Q: Rethinking how manufacturing is taught has been a theme throughout your career. How did the MEngM program initially come to fruition?
A: I started collaborating more with colleagues from Sloan School of Management, as well as managers and operating engineers in industry. It gave me more of a ground truth in what was important in manufacturing. That opened my eyes and in some of the classes I was teaching, I shifted from a purely mechanical engineering approach to a broader, more pragmatic approach that took into account what was really happening in industry.

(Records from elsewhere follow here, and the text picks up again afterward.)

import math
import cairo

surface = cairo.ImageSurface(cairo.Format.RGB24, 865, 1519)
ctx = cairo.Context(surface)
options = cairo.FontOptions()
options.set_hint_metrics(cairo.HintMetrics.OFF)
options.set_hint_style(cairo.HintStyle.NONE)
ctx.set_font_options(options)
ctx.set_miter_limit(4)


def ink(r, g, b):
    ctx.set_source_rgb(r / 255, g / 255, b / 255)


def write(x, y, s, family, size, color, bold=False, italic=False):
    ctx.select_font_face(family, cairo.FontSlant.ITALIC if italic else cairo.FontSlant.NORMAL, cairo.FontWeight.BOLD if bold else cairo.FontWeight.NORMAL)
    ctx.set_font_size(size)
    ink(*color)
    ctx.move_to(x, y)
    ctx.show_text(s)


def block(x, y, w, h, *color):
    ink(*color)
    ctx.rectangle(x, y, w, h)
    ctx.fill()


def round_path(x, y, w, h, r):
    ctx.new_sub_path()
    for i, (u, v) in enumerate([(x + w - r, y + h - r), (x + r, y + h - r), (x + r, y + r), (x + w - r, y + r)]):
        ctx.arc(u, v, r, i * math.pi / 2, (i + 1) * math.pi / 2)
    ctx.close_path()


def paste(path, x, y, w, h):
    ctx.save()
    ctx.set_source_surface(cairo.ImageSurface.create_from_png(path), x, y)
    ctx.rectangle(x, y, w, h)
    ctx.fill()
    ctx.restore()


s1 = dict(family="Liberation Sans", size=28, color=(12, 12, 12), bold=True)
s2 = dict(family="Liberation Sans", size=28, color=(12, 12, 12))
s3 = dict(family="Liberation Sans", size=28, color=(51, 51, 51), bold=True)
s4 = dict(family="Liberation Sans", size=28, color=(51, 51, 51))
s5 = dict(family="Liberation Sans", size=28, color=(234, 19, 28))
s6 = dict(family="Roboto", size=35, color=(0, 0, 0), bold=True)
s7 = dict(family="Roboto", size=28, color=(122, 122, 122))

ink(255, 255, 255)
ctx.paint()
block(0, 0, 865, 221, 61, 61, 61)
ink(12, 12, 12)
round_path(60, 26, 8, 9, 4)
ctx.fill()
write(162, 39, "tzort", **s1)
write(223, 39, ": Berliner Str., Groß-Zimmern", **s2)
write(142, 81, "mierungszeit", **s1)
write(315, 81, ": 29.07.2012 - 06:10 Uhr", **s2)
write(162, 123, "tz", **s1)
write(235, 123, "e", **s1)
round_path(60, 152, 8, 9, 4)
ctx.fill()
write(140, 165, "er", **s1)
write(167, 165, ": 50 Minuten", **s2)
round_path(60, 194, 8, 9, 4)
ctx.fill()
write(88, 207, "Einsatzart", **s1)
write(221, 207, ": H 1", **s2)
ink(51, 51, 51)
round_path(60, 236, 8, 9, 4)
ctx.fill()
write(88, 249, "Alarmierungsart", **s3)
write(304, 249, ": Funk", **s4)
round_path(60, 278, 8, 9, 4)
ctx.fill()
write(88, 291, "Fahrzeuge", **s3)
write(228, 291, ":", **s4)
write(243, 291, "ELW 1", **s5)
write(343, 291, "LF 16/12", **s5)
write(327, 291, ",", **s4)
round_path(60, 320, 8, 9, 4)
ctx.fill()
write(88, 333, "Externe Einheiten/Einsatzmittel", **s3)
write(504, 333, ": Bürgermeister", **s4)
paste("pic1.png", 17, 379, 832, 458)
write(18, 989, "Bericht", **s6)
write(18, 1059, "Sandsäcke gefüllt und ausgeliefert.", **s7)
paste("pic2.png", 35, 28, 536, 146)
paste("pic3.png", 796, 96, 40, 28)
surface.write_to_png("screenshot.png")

When the [Singapore-MIT Alliance for Research and Technology] began in 1998, we knew we wanted to collaborate with researchers in Singapore on manufacturing. We developed a novel professional manufacturing degree program in Singapore. For five years, we ran it from a distance. It was a roaring success, so we realized that there was an opportunity to start a similar program right here at MIT, and launched the MEngM program. For our students, it’s like a capstone degree. Undergraduate manufacturing classes just scratch the surface — the MEngM really educates students in the theory and practice of manufacturing.
Q: How did you use the lessons you’ve learned from the MEngM program to shape the MITx MicroMasters Program in Principles of Manufacturing?
A: There are four core classes in the MEngM program that we started calling the "principles of manufacturing." We realized that teaching those classes as a unit would provide great utility on their own. Someone working in industry who has a mechanical engineering background could take those classes and it would greatly enhance their ability to work in manufacturing and design. So, along with my colleagues Jung-Hoon Chun, Stephen Graves, Duane Boning, Stan Gershwin, Jose Pacheco, and John Liu, I worked with Professor Sanjay Sarma and the MITx team to put together eight online courses on manufacturing process control, manufacturing systems, management in engineering, and supply chains for manufacturing. The courses are taught by a seasoned team of faculty from MIT MechE, MIT Leaders for Global Operations Program, and Sloan School of Management.
Q: What are you hoping students will take away from the MicroMasters Program?
A: Everybody knows that the biggest hurdle in manufacturing is the conversion from a groundbreaking idea to actual production. We hope that the program can help professionals across industry surmount that hurdle. Our first year of the program just launched in March 2018, and we have had students from all across the world at varying levels in their career. Our first MicroMasters credential should be awarded this fall, and we hope to admit some of them to the MEngM. I’m looking forward to hearing more from them about how they plan to implement the skills they learned through the program throughout their careers.